Emilio Lamo de Espinosa

Cometimos la ingenuidad de pensar que se podía medir el racismo de los españoles preguntándoles su opinión, algo así como preguntar al mentiroso si miente. Aun así, no menos de uno de cada tres confesaban que sí, que lo eran, pero persistimos en la ingenuidad. ¿Cómo un país mezcla de fenicios, iberos, griegos, moros y judíos, como reza el estereotipo, podía ser racista? Por supuesto, el racismo y la xenofobia no se miden sólo en las palabras, sino en los actos, y unos y otros nos muestran que somos racistas. Hace décadas que lo sabemos frente a los gitanos y lo hemos visto patente en El Ejido y otros lugares. Sin que las autoridades hayan hecho nada, o bien poco, para erradicar esas actitudes.
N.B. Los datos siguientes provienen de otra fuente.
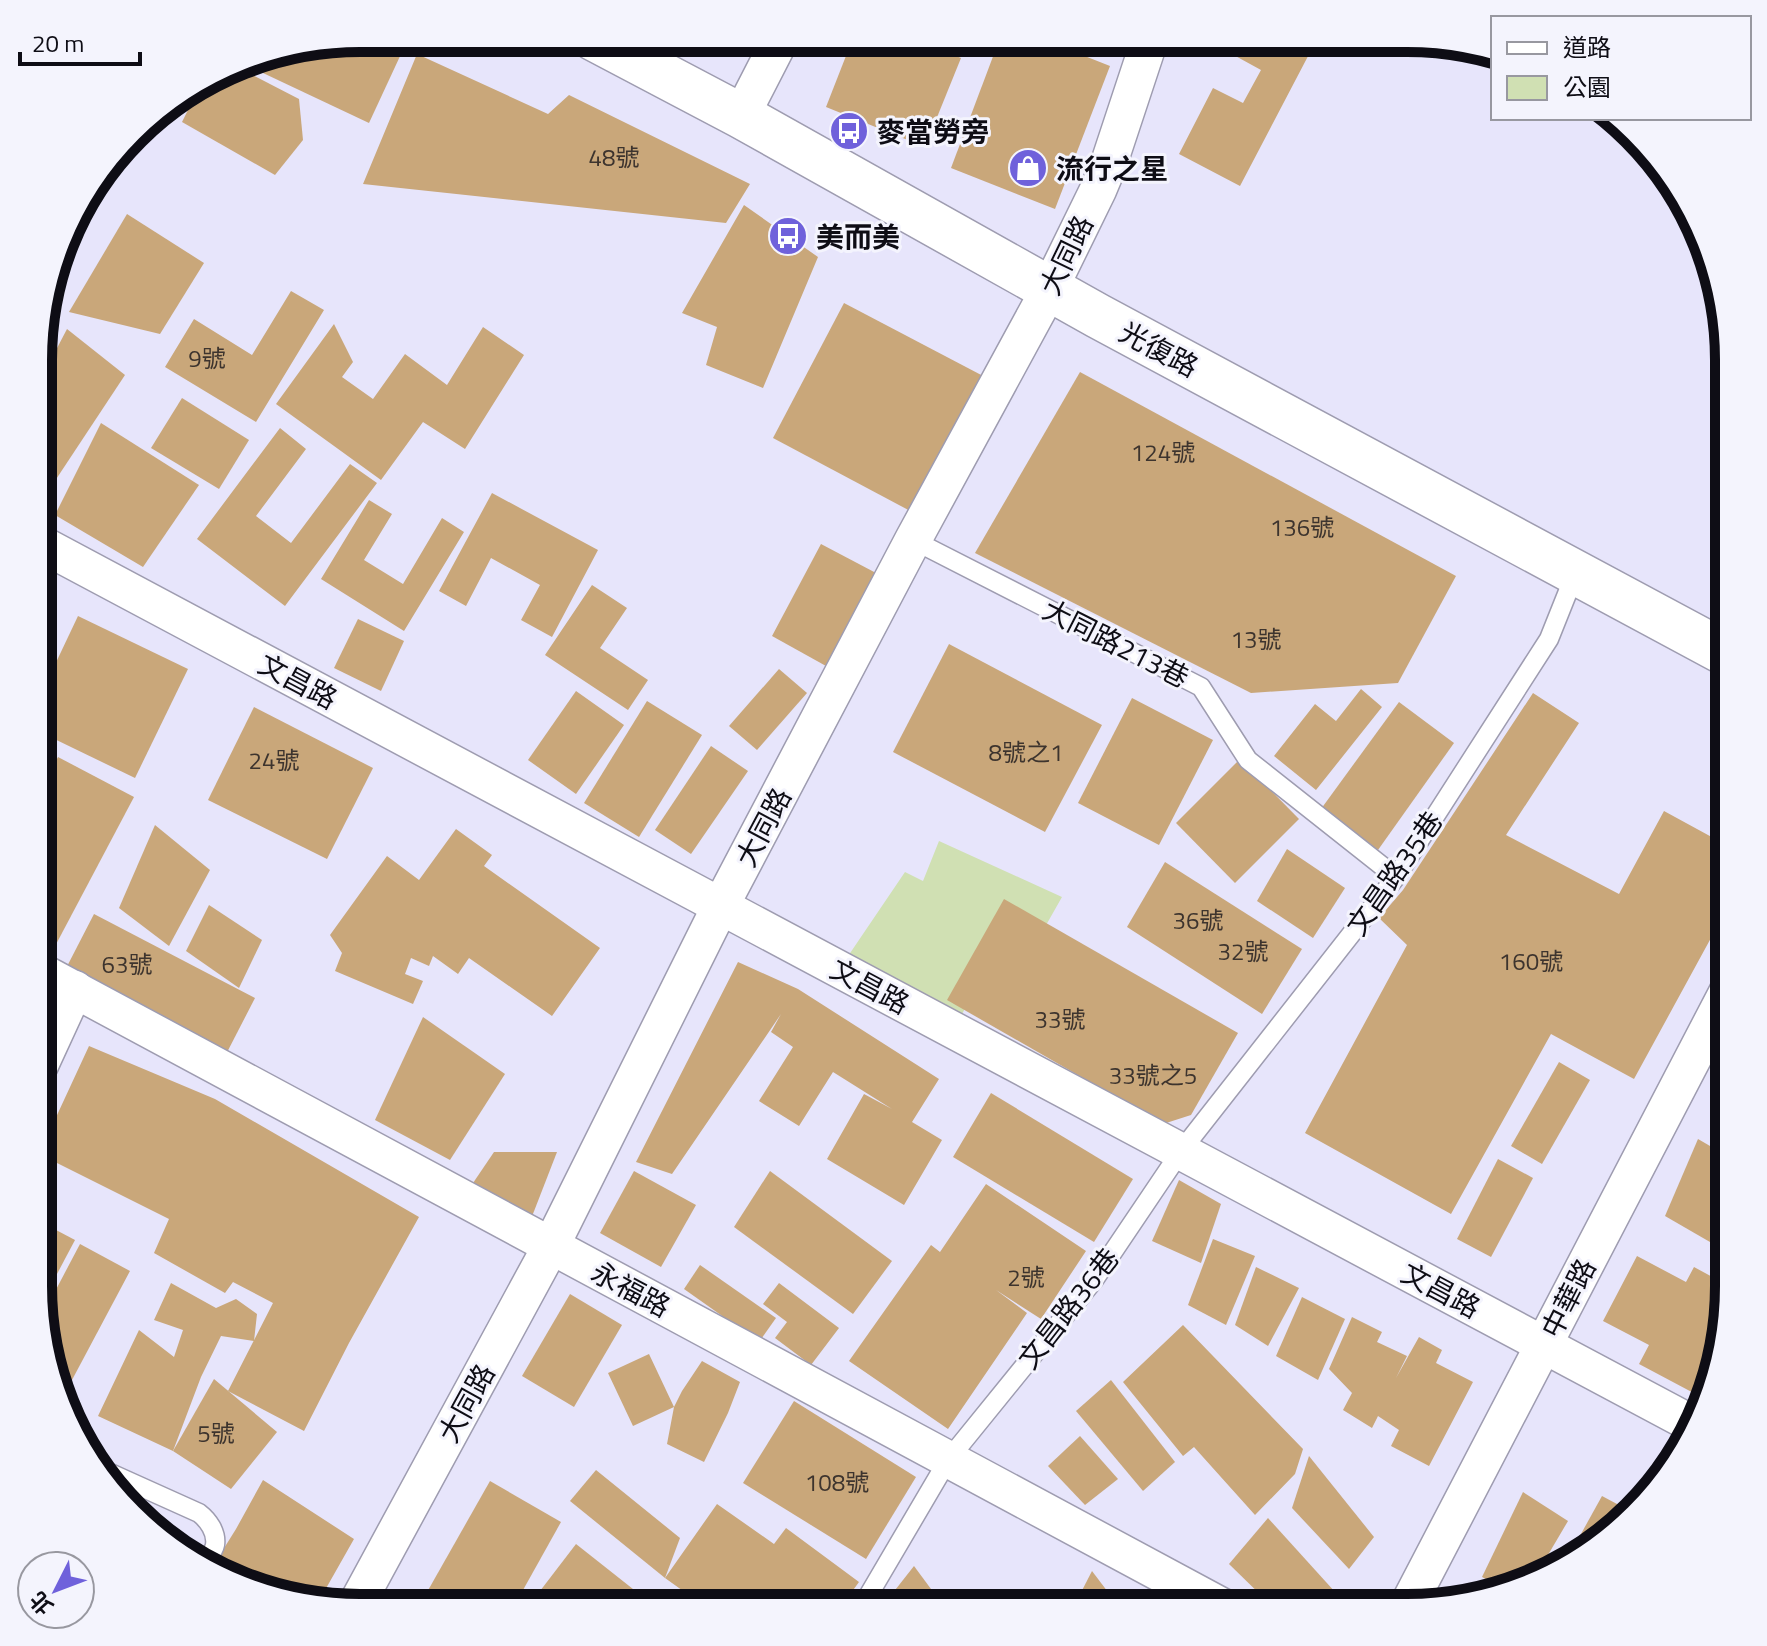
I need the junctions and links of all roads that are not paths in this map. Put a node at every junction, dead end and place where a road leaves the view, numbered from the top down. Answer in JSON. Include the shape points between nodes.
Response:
{"nodes":[{"id":1,"x":620,"y":52,"type":"edge"},
{"id":2,"x":774,"y":52,"type":"edge"},
{"id":3,"x":1146,"y":52,"type":"edge"},
{"id":4,"x":741,"y":116,"type":"junction"},
{"id":5,"x":1050,"y":288,"type":"junction"},
{"id":6,"x":913,"y":540,"type":"junction"},
{"id":7,"x":52,"y":550,"type":"edge"},
{"id":8,"x":1575,"y":574,"type":"junction"},
{"id":9,"x":1715,"y":648,"type":"edge"},
{"id":10,"x":1396,"y":877,"type":"junction"},
{"id":11,"x":720,"y":907,"type":"junction"},
{"id":12,"x":52,"y":977,"type":"edge"},
{"id":13,"x":75,"y":989,"type":"junction"},
{"id":14,"x":1715,"y":1016,"type":"edge"},
{"id":15,"x":52,"y":1039,"type":"edge"},
{"id":16,"x":1181,"y":1151,"type":"junction"},
{"id":17,"x":551,"y":1246,"type":"junction"},
{"id":18,"x":1544,"y":1345,"type":"junction"},
{"id":19,"x":1684,"y":1420,"type":"edge"},
{"id":20,"x":948,"y":1460,"type":"junction"},
{"id":21,"x":119,"y":1477,"type":"edge"},
{"id":22,"x":209,"y":1555,"type":"edge"},
{"id":23,"x":362,"y":1594,"type":"edge"},
{"id":24,"x":869,"y":1594,"type":"edge"},
{"id":25,"x":1199,"y":1594,"type":"edge"},
{"id":26,"x":1414,"y":1594,"type":"edge"}],
"edges":[{"from":1,"to":4,"type":"main road","name":"光復路"},
{"from":2,"to":4,"type":"street"},
{"from":3,"to":5,"type":"street","name":"大同路","via":[[1108,166]]},
{"from":4,"to":5,"type":"main road","name":"光復路"},
{"from":5,"to":6,"type":"street","name":"大同路"},
{"from":5,"to":8,"type":"main road","name":"光復路"},
{"from":6,"to":10,"type":"lane","name":"大同路213巷","via":[[1201,687],[1248,760]]},
{"from":6,"to":11,"type":"street","name":"大同路"},
{"from":7,"to":11,"type":"street","name":"文昌路"},
{"from":8,"to":9,"type":"main road","name":"光復路"},
{"from":8,"to":10,"type":"lane","name":"文昌路35巷","via":[[1549,639]]},
{"from":10,"to":16,"type":"lane","name":"文昌路35巷"},
{"from":11,"to":16,"type":"street","name":"文昌路"},
{"from":11,"to":17,"type":"street","name":"大同路"},
{"from":12,"to":13,"type":"street","name":"永福路"},
{"from":13,"to":15,"type":"street"},
{"from":13,"to":17,"type":"street","name":"永福路"},
{"from":14,"to":18,"type":"street","name":"中華路"},
{"from":16,"to":18,"type":"street","name":"文昌路"},
{"from":16,"to":20,"type":"lane","name":"文昌路36巷","via":[[1094,1280]]},
{"from":17,"to":20,"type":"street","name":"永福路"},
{"from":17,"to":23,"type":"street","name":"大同路"},
{"from":18,"to":19,"type":"street","name":"文昌路"},
{"from":18,"to":26,"type":"street","name":"中華路"},
{"from":20,"to":24,"type":"lane","name":"文昌路36巷"},
{"from":20,"to":25,"type":"street","name":"永福路"},
{"from":21,"to":22,"type":"lane","via":[[209,1521],[215,1545]]}]}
Por ello, lo que progresivamente irrita en no pocas actitudes oficiales hacia la inmigración no es ya la torpeza, sino la inhumanidad que oculta malamente una dureza de corazón que sólo puede ejercerse contra quien ha sido previamente estigmatizado y que parece buscar (sin decirlo) un voto más enfermizo que fácil. Pues el tema no es sólo si son legales o no, si se les debe reconocer unos u otros derechos. El tema es que el discurso de los políticos debe ser ejemplificador, la política es pedagogía pública, y las autoridades deben dar ejemplo de humanidad en las palabras y los actos. Lo que encontramos, por el contrario, es un discurso frío y tecnocrático (aunque técnicamente ineficaz) que sigue al pie de la letra aquel mensaje presidencial con el que se inauguró el discurso popular sobre la emigración: Teníamos un problema y lo hemos resuelto, mensaje de resonancias terribles por muy inconscientes que sean.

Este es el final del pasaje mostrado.